__Task goal__
Please transcribe the entries below without changing a single character.

__Exercise data__
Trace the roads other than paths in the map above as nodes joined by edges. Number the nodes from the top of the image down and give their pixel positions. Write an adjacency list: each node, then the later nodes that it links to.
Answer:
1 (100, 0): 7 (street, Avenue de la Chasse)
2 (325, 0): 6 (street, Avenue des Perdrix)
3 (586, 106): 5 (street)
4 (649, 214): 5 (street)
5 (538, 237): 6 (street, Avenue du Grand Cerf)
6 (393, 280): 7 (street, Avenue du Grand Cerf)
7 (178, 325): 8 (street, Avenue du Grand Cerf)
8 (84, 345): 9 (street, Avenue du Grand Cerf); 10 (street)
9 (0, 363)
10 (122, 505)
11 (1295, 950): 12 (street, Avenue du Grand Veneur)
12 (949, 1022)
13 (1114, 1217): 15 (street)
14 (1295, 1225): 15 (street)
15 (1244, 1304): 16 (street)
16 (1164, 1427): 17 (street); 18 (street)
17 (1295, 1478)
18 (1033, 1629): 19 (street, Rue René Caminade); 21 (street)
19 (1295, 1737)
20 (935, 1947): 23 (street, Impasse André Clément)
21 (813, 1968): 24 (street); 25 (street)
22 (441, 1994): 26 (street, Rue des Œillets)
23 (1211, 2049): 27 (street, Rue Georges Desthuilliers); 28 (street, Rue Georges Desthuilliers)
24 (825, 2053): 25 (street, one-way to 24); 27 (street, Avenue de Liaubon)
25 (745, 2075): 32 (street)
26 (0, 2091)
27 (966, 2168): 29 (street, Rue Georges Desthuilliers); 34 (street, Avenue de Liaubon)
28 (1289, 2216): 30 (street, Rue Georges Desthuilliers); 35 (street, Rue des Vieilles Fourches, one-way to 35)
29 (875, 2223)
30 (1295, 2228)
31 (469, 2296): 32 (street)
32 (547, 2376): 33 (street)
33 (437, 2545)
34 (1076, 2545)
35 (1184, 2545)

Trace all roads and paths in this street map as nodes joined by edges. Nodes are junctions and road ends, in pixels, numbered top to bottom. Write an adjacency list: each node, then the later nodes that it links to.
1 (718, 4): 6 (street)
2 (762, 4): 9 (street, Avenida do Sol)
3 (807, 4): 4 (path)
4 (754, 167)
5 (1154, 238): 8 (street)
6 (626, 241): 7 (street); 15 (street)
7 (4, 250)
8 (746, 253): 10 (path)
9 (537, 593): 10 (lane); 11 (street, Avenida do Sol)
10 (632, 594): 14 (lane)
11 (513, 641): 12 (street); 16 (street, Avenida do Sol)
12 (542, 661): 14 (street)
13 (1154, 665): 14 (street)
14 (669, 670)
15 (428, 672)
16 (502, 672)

__Task answer__
Trace the roads other than paths in the map above as nodes joined by edges. Number the nodes from the top of the image down and give their pixel positions. Write an adjacency list: each node, then the later nodes that it links to.
Answer:
1 (100, 0): 7 (street, Avenue de la Chasse)
2 (325, 0): 6 (street, Avenue des Perdrix)
3 (586, 106): 5 (street)
4 (649, 214): 5 (street)
5 (538, 237): 6 (street, Avenue du Grand Cerf)
6 (393, 280): 7 (street, Avenue du Grand Cerf)
7 (178, 325): 8 (street, Avenue du Grand Cerf)
8 (84, 345): 9 (street, Avenue du Grand Cerf); 10 (street)
9 (0, 363)
10 (122, 505)
11 (1295, 950): 12 (street, Avenue du Grand Veneur)
12 (949, 1022)
13 (1114, 1217): 15 (street)
14 (1295, 1225): 15 (street)
15 (1244, 1304): 16 (street)
16 (1164, 1427): 17 (street); 18 (street)
17 (1295, 1478)
18 (1033, 1629): 19 (street, Rue René Caminade); 21 (street)
19 (1295, 1737)
20 (935, 1947): 23 (street, Impasse André Clément)
21 (813, 1968): 24 (street); 25 (street)
22 (441, 1994): 26 (street, Rue des Œillets)
23 (1211, 2049): 27 (street, Rue Georges Desthuilliers); 28 (street, Rue Georges Desthuilliers)
24 (825, 2053): 25 (street, one-way to 24); 27 (street, Avenue de Liaubon)
25 (745, 2075): 32 (street)
26 (0, 2091)
27 (966, 2168): 29 (street, Rue Georges Desthuilliers); 34 (street, Avenue de Liaubon)
28 (1289, 2216): 30 (street, Rue Georges Desthuilliers); 35 (street, Rue des Vieilles Fourches, one-way to 35)
29 (875, 2223)
30 (1295, 2228)
31 (469, 2296): 32 (street)
32 (547, 2376): 33 (street)
33 (437, 2545)
34 (1076, 2545)
35 (1184, 2545)

Trace all roads and paths in this street map as nodes joined by edges. Nodes are junctions and road ends, in pixels, numbered top to bottom. Write an adjacency list: each node, then the later nodes that it links to.
1 (718, 4): 6 (street)
2 (762, 4): 9 (street, Avenida do Sol)
3 (807, 4): 4 (path)
4 (754, 167)
5 (1154, 238): 8 (street)
6 (626, 241): 7 (street); 15 (street)
7 (4, 250)
8 (746, 253): 10 (path)
9 (537, 593): 10 (lane); 11 (street, Avenida do Sol)
10 (632, 594): 14 (lane)
11 (513, 641): 12 (street); 16 (street, Avenida do Sol)
12 (542, 661): 14 (street)
13 (1154, 665): 14 (street)
14 (669, 670)
15 (428, 672)
16 (502, 672)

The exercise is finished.